Personal information
- Full name: Francis Walter Anderson
- Born: 23 October 1913 Glen Huntly, Victoria
- Died: 6 March 1997 (aged 83)
- Original team: Brunswick (VFA)
- Height: 183 cm (6 ft 0 in)
- Weight: 84 kg (185 lb)

Playing career^{1}
- Years: Club / Games (Goals)
- 1934–1944: Carlton / 155 (41)
- ^{1} Playing statistics correct to the end of 1944.

Career highlights
- VFL premiership player: 1938;

= Frank Anderson (footballer, born 1913) =

Australian rules footballer (1913–1997)

Francis Walter Anderson (23 October 1913 – 6 March 1997) was an Australian rules footballer who played with Carlton in the VFL.

Anderson was born at Glenhuntly and attended school at West Brunswick. He started his career at Brunswick as a forward but later played most of his football in defence.
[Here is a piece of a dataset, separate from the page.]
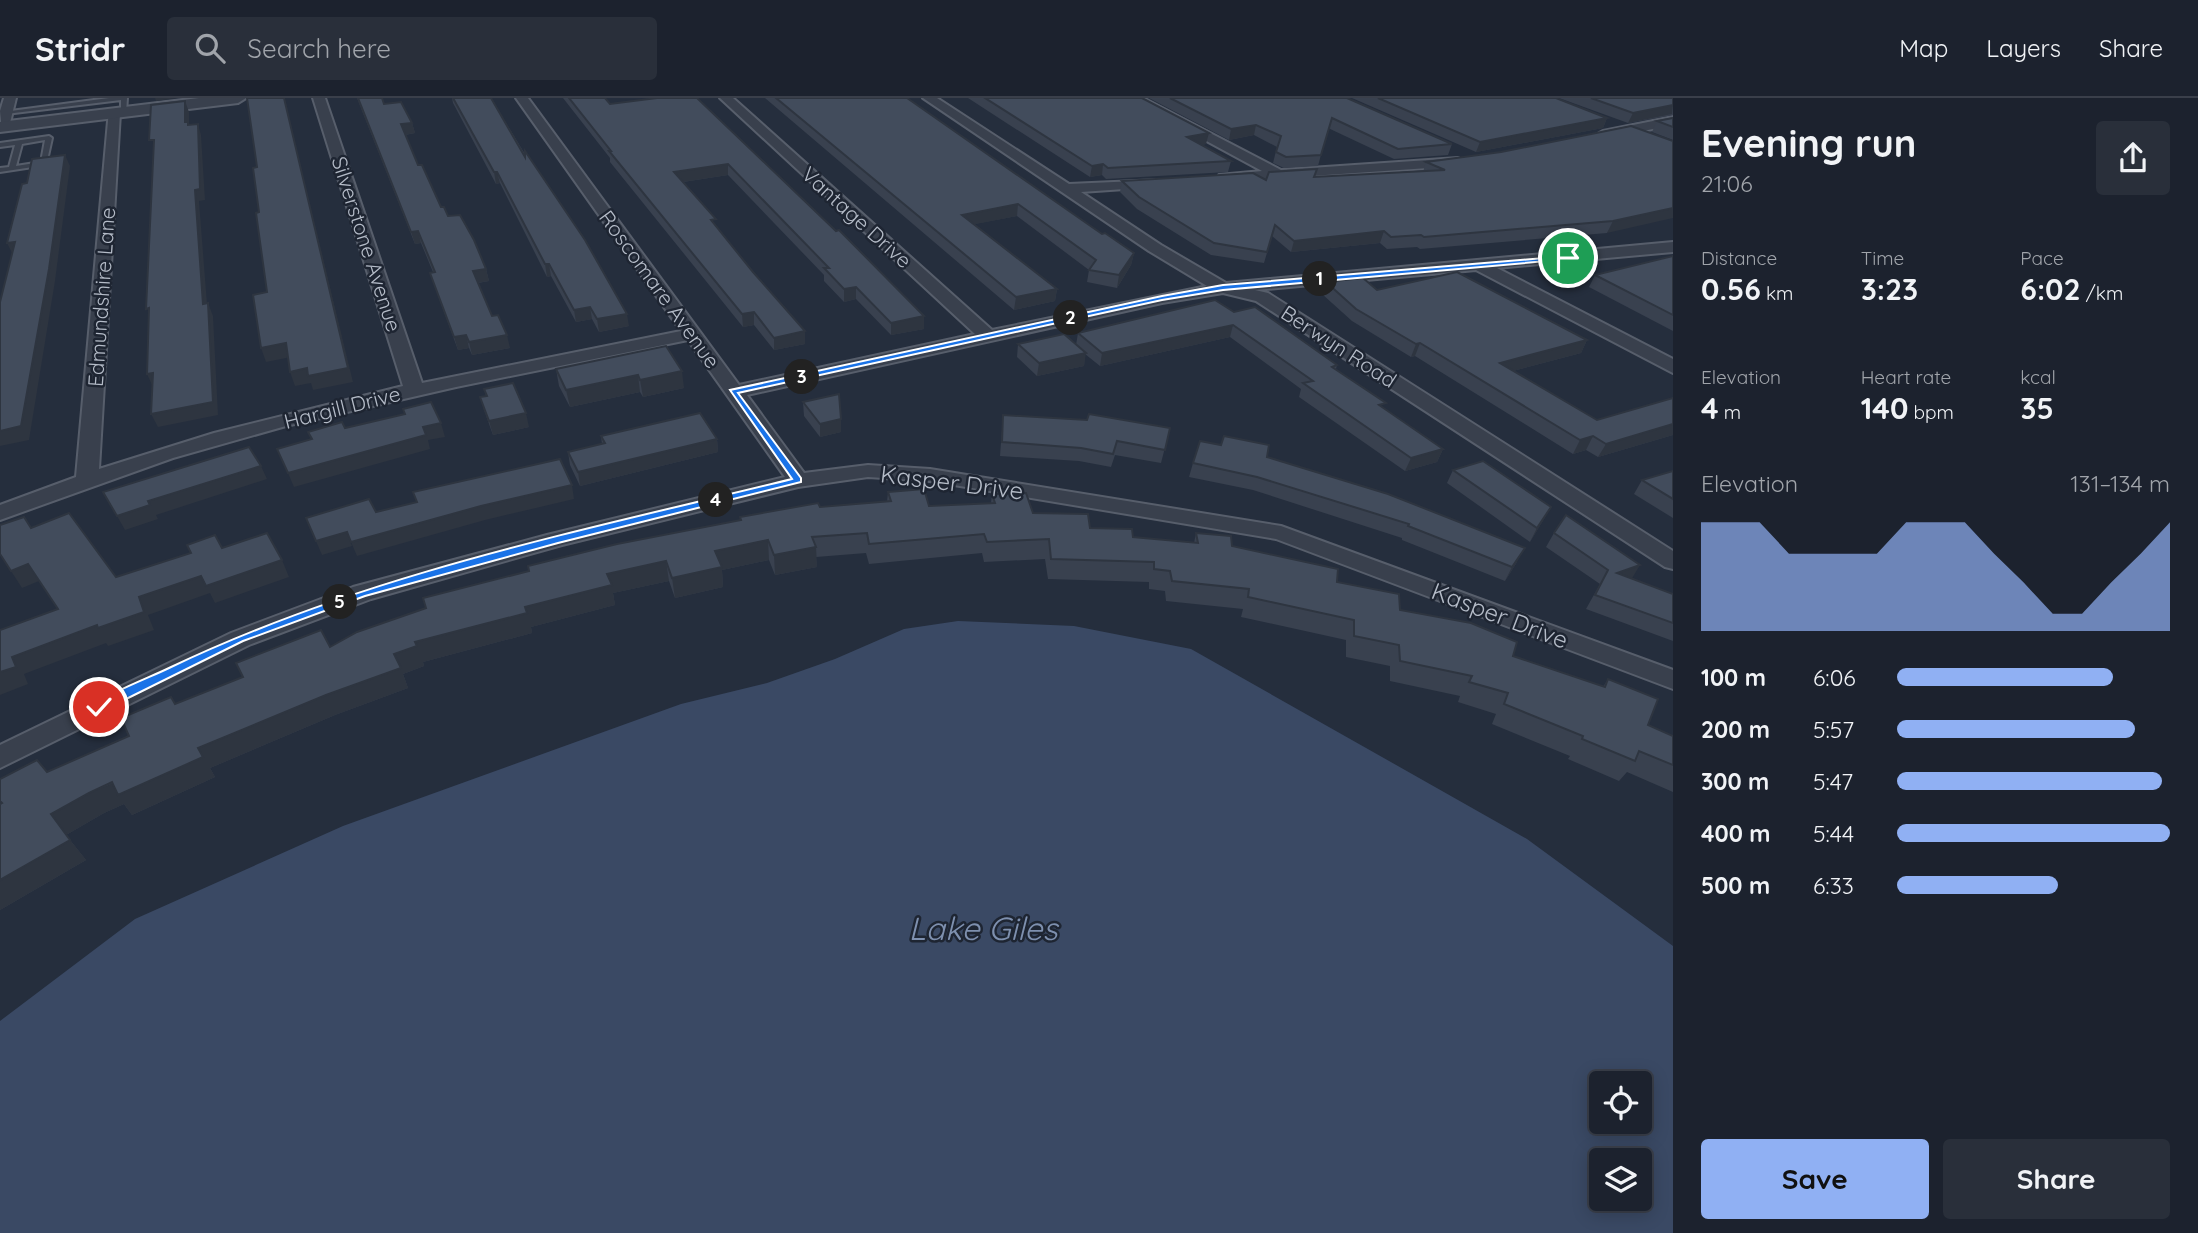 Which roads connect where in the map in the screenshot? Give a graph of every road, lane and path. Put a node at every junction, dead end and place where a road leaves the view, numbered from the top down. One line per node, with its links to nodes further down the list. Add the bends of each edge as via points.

He was a premiership player with Carlton in 1938 and a Victorian interstate representative in 1941. Anderson finished second in Carlton's best and fairest on three occasions.

After leaving Carlton he became captain-coach of Preston in the VFA. After a couple of years Anderson took up the coaching role at Cobram Football Club.